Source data
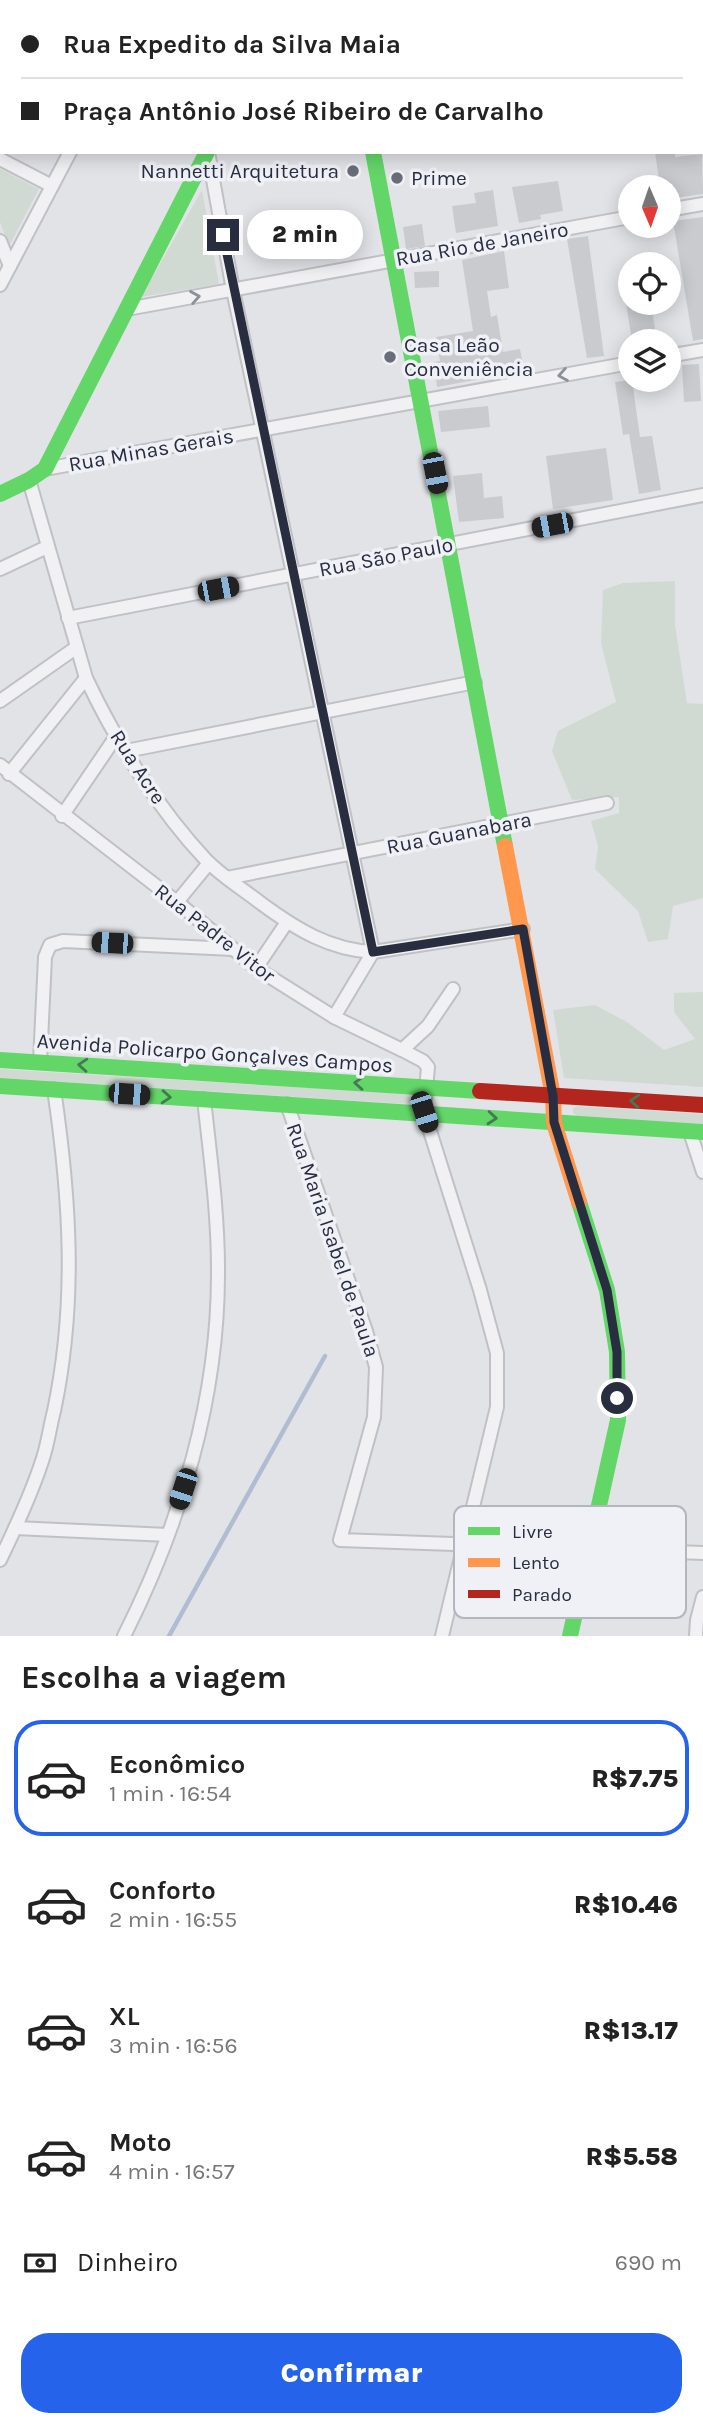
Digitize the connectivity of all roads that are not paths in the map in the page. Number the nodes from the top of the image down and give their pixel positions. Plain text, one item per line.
1 (69, 154) edge
2 (206, 154) edge
3 (207, 154) edge
4 (373, 154) edge
5 (0, 159) edge
6 (52, 186) junction
7 (703, 204) edge
8 (681, 208) edge
9 (618, 219) edge
10 (0, 242) edge
11 (394, 260) junction
12 (10, 266) junction
13 (0, 285) edge
14 (233, 290) junction
15 (127, 309) junction
16 (703, 350) edge
17 (681, 354) edge
18 (618, 365) edge
19 (421, 401) junction
20 (263, 429) junction
21 (45, 469) junction
22 (29, 480) junction
23 (0, 494) edge
24 (703, 495) edge
25 (448, 545) junction
26 (47, 547) junction
27 (0, 569) edge
28 (293, 575) junction
29 (68, 618) junction
30 (77, 647) junction
31 (86, 678) junction
32 (475, 682) junction
33 (0, 701) edge
34 (322, 712) junction
35 (117, 735) junction
36 (126, 751) junction
37 (4, 769) edge
38 (607, 803) dead end
39 (62, 816) junction
40 (502, 825) junction
41 (352, 853) junction
42 (209, 863) junction
43 (227, 877) junction
44 (177, 902) junction
45 (287, 922) junction
46 (523, 929) junction
47 (233, 949) junction
48 (373, 952) junction
49 (256, 968) junction
50 (453, 989) dead end
51 (334, 1017) junction
52 (402, 1050) junction
53 (0, 1060) edge
54 (40, 1062) junction
55 (0, 1086) edge
56 (427, 1087) junction
57 (54, 1089) junction
58 (553, 1096) junction
59 (204, 1099) junction
60 (287, 1104) junction
61 (703, 1105) edge
62 (424, 1112) junction
63 (554, 1122) junction
64 (697, 1132) edge
65 (703, 1172) edge
66 (473, 1506) edge
67 (599, 1506) edge
68 (15, 1528) junction
69 (168, 1535) junction
70 (454, 1544) edge
71 (0, 1560) edge
72 (454, 1586) edge
73 (703, 1597) edge
74 (574, 1618) edge
75 (124, 1636) edge
76 (442, 1636) edge
77 (570, 1636) edge
78 (696, 1636) edge

1 - 6 street
2 - 15 street
3 - 14 street
4 - 11 street
5 - 6 street
6 - 12 street
7 - 8 street
9 - 11 street, Rua Rio de Janeiro
10 - 12 street
11 - 14 street, Rua Rio de Janeiro
11 - 19 street
12 - 13 street
15 -> 14 street, Rua Rio de Janeiro
14 - 20 street
15 - 21 street
16 - 17 street
18 -> 19 street, Rua Minas Gerais
19 - 20 street, Rua Minas Gerais
19 - 25 street
20 - 21 street, Rua Minas Gerais
20 - 28 street
21 - 22 street
22 - 23 street
22 - 26 street, Rua Acre
24 - 25 street, Rua São Paulo
25 - 28 street, Rua São Paulo
25 - 32 street
26 - 27 street
26 - 29 street, Rua Acre
28 - 29 street, Rua São Paulo
28 - 34 street
29 - 30 street, Rua Acre
30 - 31 street, Rua Acre
30 - 33 street
31 - 35 street, Rua Acre
31 - 37 street
32 - 34 street
32 - 40 street
34 - 36 street
34 - 41 street
35 - 36 street, Rua Acre
35 - 39 street
36 - 42 street, Rua Acre
37 - 39 street, Rua Padre Vitor
38 - 40 street, Rua Guanabara
39 - 44 street, Rua Padre Vitor
40 - 41 street, Rua Guanabara
40 - 46 street
41 - 43 street, Rua Guanabara
41 - 48 street
42 - 43 street, Rua Acre
42 - 44 street
43 - 45 street, Rua Acre
44 - 47 street, Rua Padre Vitor
45 - 48 street, Rua Acre
45 - 49 street
46 - 48 street, Rua Acre
46 - 58 street
47 - 49 street, Rua Padre Vitor
47 - 54 street
48 - 51 street
49 - 51 street, Rua Padre Vitor
50 - 52 street
51 - 52 street, Rua Padre Vitor
52 - 56 street, Rua Padre Vitor
53 - 54 street, Avenida Policarpo Gonçalves Campos
56 -> 54 street, Avenida Policarpo Gonçalves Campos
55 - 57 street
56 - 58 street, Avenida Policarpo Gonçalves Campos
56 - 62 street
57 -> 59 street
57 - 68 street
61 -> 58 street, Avenida Policarpo Gonçalves Campos
58 - 63 street
59 - 60 street
59 - 69 street
60 - 62 street
60 - 70 street, Rua Maria Isabel de Paula
62 -> 63 street
62 - 66 street
63 - 64 street
63 - 67 street
64 - 65 street
68 - 69 street
68 - 71 street
69 - 75 street
72 - 76 street
73 - 78 street
74 - 77 street

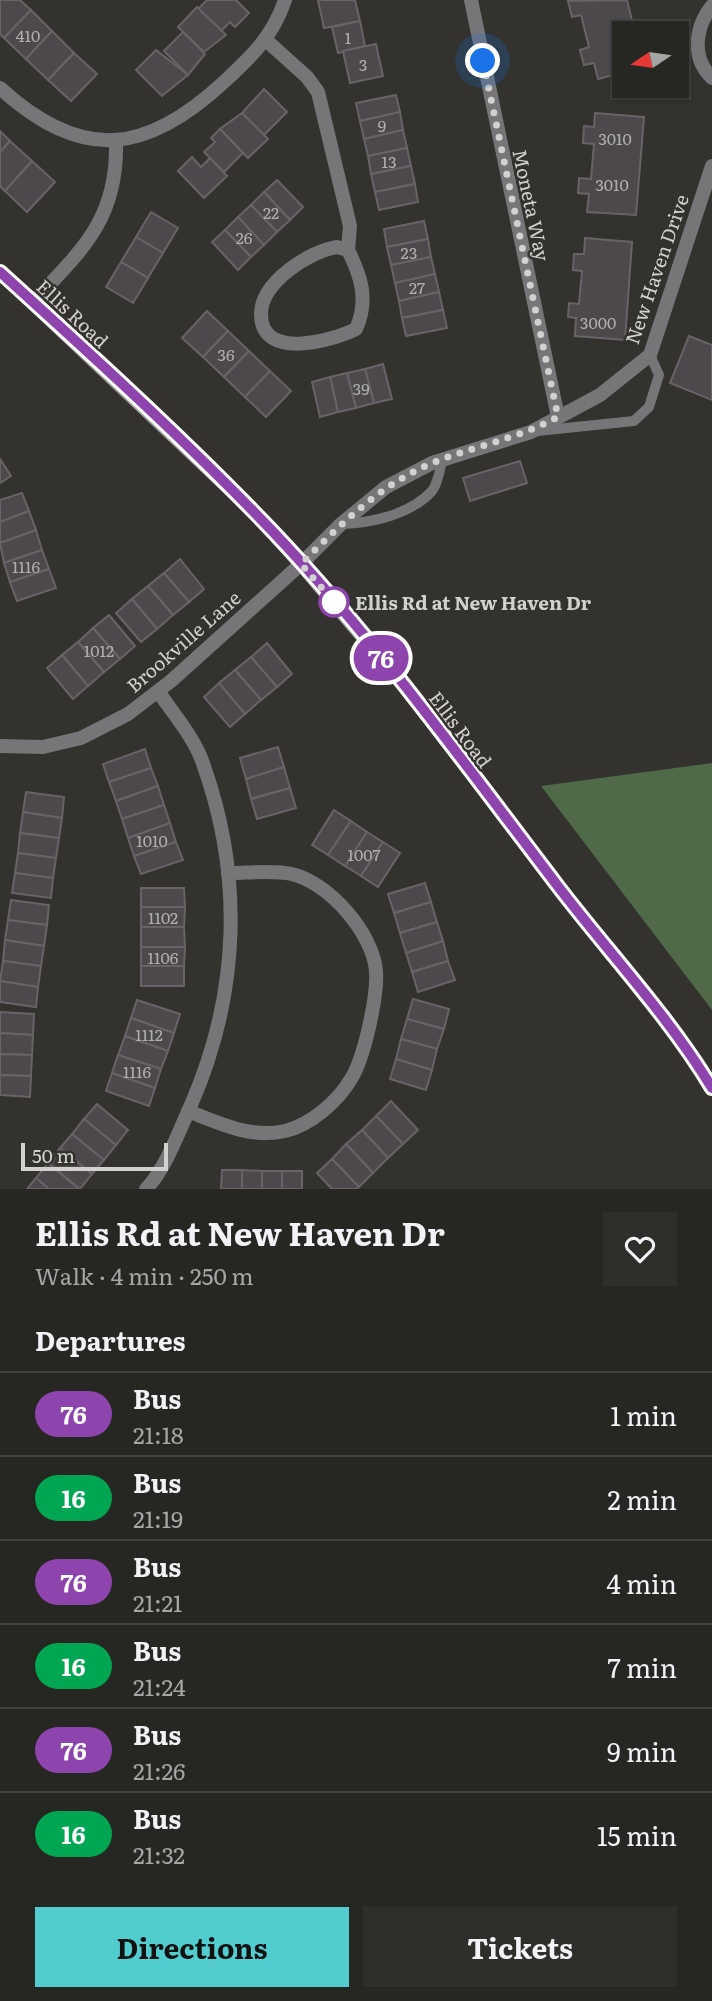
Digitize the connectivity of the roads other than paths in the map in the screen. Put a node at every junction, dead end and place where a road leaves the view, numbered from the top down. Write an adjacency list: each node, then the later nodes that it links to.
1 (285, 0): 4 (street)
2 (471, 0): 13 (street, Moneta Way)
3 (708, 4): 5 (street)
4 (267, 41): 7 (street); 9 (street)
5 (712, 78)
6 (0, 88): 7 (street)
7 (116, 142): 11 (street)
8 (712, 166): 12 (street, New Haven Drive)
9 (348, 250): 9 (street)
10 (0, 272): 11 (main road, Ellis Road)
11 (33, 302): 17 (main road, Ellis Road)
12 (650, 355): 13 (street, New Haven Drive); 14 (lane)
13 (558, 417): 14 (street, New Haven Drive)
14 (531, 432): 15 (street, New Haven Drive)
15 (442, 460): 16 (street, New Haven Drive); 16 (lane)
16 (341, 524): 17 (street, New Haven Drive)
17 (301, 564): 18 (street, Brookville Lane); 21 (main road, Ellis Road)
18 (158, 691): 19 (street, Brookville Lane); 20 (street)
19 (0, 746)
20 (228, 873): 22 (street); 22 (street)
21 (712, 1088)
22 (188, 1111): 23 (street)
23 (146, 1189)

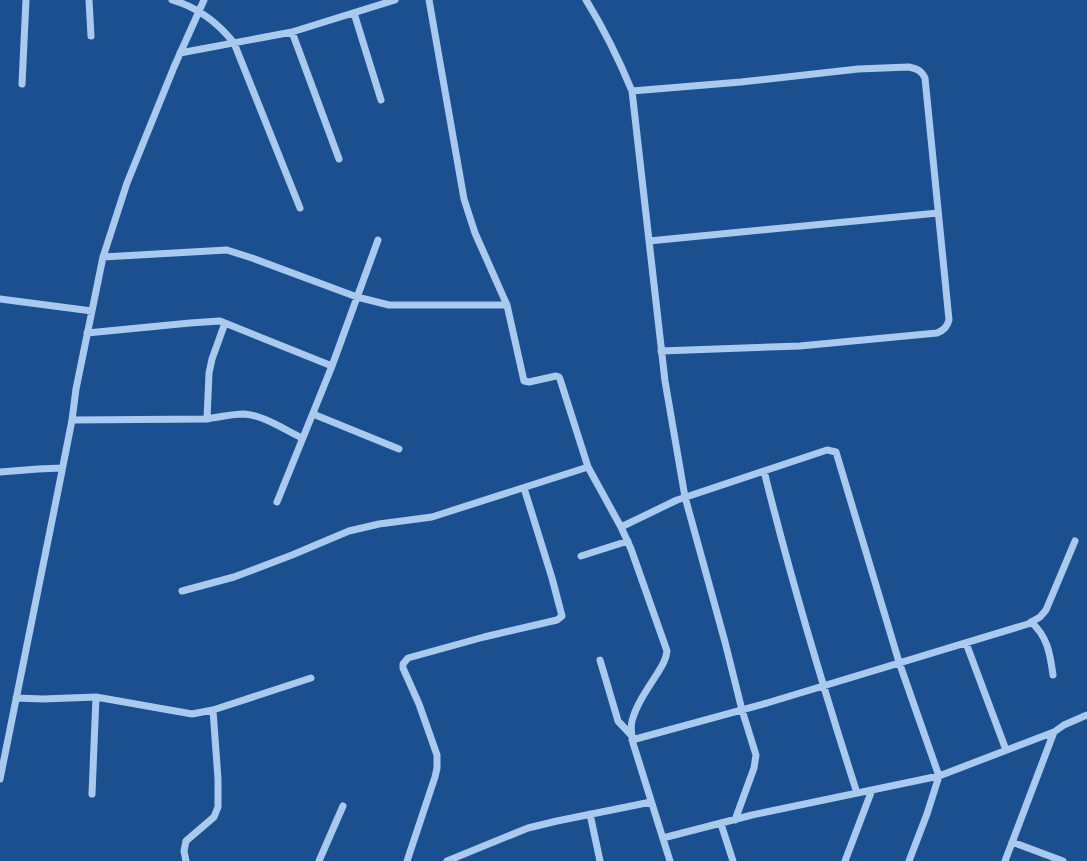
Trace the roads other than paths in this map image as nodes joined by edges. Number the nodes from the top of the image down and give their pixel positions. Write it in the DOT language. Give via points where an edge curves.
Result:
graph roads {
  1 [pos="26,0"];
  2 [pos="89,0"];
  3 [pos="172,0"];
  4 [pos="204,0"];
  5 [pos="395,0"];
  6 [pos="429,0"];
  7 [pos="586,0"];
  8 [pos="198,12"];
  9 [pos="354,13"];
  10 [pos="292,32"];
  11 [pos="91,36"];
  12 [pos="234,43"];
  13 [pos="180,54"];
  14 [pos="22,84"];
  15 [pos="632,91"];
  16 [pos="381,100"];
  17 [pos="339,159"];
  18 [pos="300,208"];
  19 [pos="938,213"];
  20 [pos="378,240"];
  21 [pos="649,241"];
  22 [pos="103,257"];
  23 [pos="356,297"];
  24 [pos="0,299"];
  25 [pos="507,305"];
  26 [pos="92,311"];
  27 [pos="225,323"];
  28 [pos="87,333"];
  29 [pos="661,350"];
  30 [pos="332,366"];
  31 [pos="313,414"];
  32 [pos="207,419"];
  33 [pos="72,420"];
  34 [pos="302,438"];
  35 [pos="399,449"];
  36 [pos="588,467"];
  37 [pos="62,468"];
  38 [pos="764,471"];
  39 [pos="0,472"];
  40 [pos="524,488"];
  41 [pos="685,497"];
  42 [pos="277,502"];
  43 [pos="621,526"];
  44 [pos="628,541"];
  45 [pos="1075,541"];
  46 [pos="581,556"];
  47 [pos="182,591"];
  48 [pos="1031,622"];
  49 [pos="966,643"];
  50 [pos="600,660"];
  51 [pos="899,662"];
  52 [pos="1053,675"];
  53 [pos="311,678"];
  54 [pos="824,686"];
  55 [pos="96,697"];
  56 [pos="16,698"];
  57 [pos="213,710"];
  58 [pos="742,710"];
  59 [pos="1087,715"];
  60 [pos="1054,732"];
  61 [pos="632,738"];
  62 [pos="1006,750"];
  63 [pos="939,776"];
  64 [pos="0,779"];
  65 [pos="872,790"];
  66 [pos="857,793"];
  67 [pos="92,794"];
  68 [pos="651,802"];
  69 [pos="343,806"];
  70 [pos="590,814"];
  71 [pos="735,820"];
  72 [pos="721,824"];
  73 [pos="663,838"];
  74 [pos="1012,842"];
  75 [pos="186,861"];
  76 [pos="319,861"];
  77 [pos="407,861"];
  78 [pos="448,861"];
  79 [pos="600,861"];
  80 [pos="670,861"];
  81 [pos="733,861"];
  82 [pos="845,861"];
  83 [pos="909,861"];
  84 [pos="1005,861"];
  85 [pos="1064,861"];
  1 -- 14 [label="street"];
  2 -- 11 [label="street"];
  3 -- 8 [label="street"];
  4 -- 8 [label="street"];
  5 -- 9 [label="street"];
  6 -- 25 [label="street" via="464,199 475,233"];
  7 -- 15 [label="street" via="598,19"];
  8 -- 12 [label="street" via="226,33"];
  8 -- 13 [label="street"];
  9 -- 10 [label="street"];
  9 -- 16 [label="street"];
  10 -- 12 [label="street"];
  10 -- 17 [label="street"];
  12 -- 13 [label="street"];
  12 -- 18 [label="street"];
  13 -- 22 [label="street" via="127,183"];
  15 -- 19 [label="street" via="858,69 916,68 925,78"];
  15 -- 21 [label="street"];
  19 -- 21 [label="street"];
  19 -- 29 [label="street" via="949,320 943,331 800,346"];
  20 -- 23 [label="street"];
  21 -- 29 [label="street"];
  22 -- 23 [label="street" via="228,250"];
  22 -- 26 [label="street"];
  23 -- 25 [label="street" via="389,306"];
  23 -- 30 [label="street"];
  24 -- 26 [label="street"];
  25 -- 36 [label="street" via="524,381 558,377"];
  26 -- 28 [label="street"];
  27 -- 28 [label="street" via="209,321"];
  27 -- 30 [label="street"];
  27 -- 32 [label="street" via="209,373"];
  28 -- 33 [label="street"];
  29 -- 41 [label="street"];
  30 -- 31 [label="street"];
  31 -- 34 [label="street"];
  31 -- 35 [label="street"];
  32 -- 33 [label="street"];
  32 -- 34 [label="street" via="245,414 255,416"];
  33 -- 37 [label="street"];
  34 -- 42 [label="street"];
  36 -- 40 [label="street"];
  36 -- 43 [label="street"];
  37 -- 39 [label="street"];
  37 -- 56 [label="street"];
  38 -- 41 [label="street"];
  38 -- 51 [label="street" via="827,450 836,452"];
  38 -- 54 [label="street" via="780,537"];
  40 -- 47 [label="street" via="432,517 379,524 350,532 234,577"];
  40 -- 77 [label="street" via="562,616 557,620 408,658 403,664 438,761"];
  41 -- 43 [label="street"];
  41 -- 58 [label="street"];
  43 -- 44 [label="street"];
  44 -- 46 [label="street"];
  44 -- 61 [label="street" via="667,651 666,658 636,710 632,722"];
  45 -- 48 [label="street" via="1046,610"];
  48 -- 49 [label="street"];
  48 -- 52 [label="street" via="1044,638"];
  49 -- 51 [label="street"];
  49 -- 62 [label="street"];
  50 -- 61 [label="street" via="618,721"];
  51 -- 54 [label="street"];
  51 -- 63 [label="street"];
  53 -- 57 [label="street"];
  54 -- 58 [label="street"];
  54 -- 66 [label="street"];
  55 -- 56 [label="street"];
  55 -- 57 [label="street" via="185,713"];
  55 -- 67 [label="street"];
  56 -- 64 [label="street"];
  57 -- 75 [label="street" via="218,807 214,817 186,841"];
  58 -- 61 [label="street"];
  58 -- 71 [label="street" via="756,755 754,768"];
  59 -- 60 [label="street"];
  60 -- 62 [label="street"];
  60 -- 74 [label="street"];
  61 -- 68 [label="street"];
  62 -- 63 [label="street"];
  63 -- 65 [label="street"];
  63 -- 83 [label="street"];
  65 -- 66 [label="street"];
  65 -- 82 [label="street"];
  66 -- 71 [label="street"];
  68 -- 70 [label="street"];
  68 -- 73 [label="street"];
  69 -- 76 [label="street"];
  70 -- 78 [label="street" via="528,828"];
  70 -- 79 [label="street"];
  71 -- 72 [label="street"];
  72 -- 73 [label="street"];
  72 -- 81 [label="street"];
  73 -- 80 [label="street"];
  74 -- 84 [label="street"];
  74 -- 85 [label="street"];
}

WHAT YOU ARE ASKED TO DO:
From the entries above, copy every line where the word "Brookville" shows up.

ANSWER SPACE:
17 (301, 564): 18 (street, Brookville Lane); 21 (main road, Ellis Road)
18 (158, 691): 19 (street, Brookville Lane); 20 (street)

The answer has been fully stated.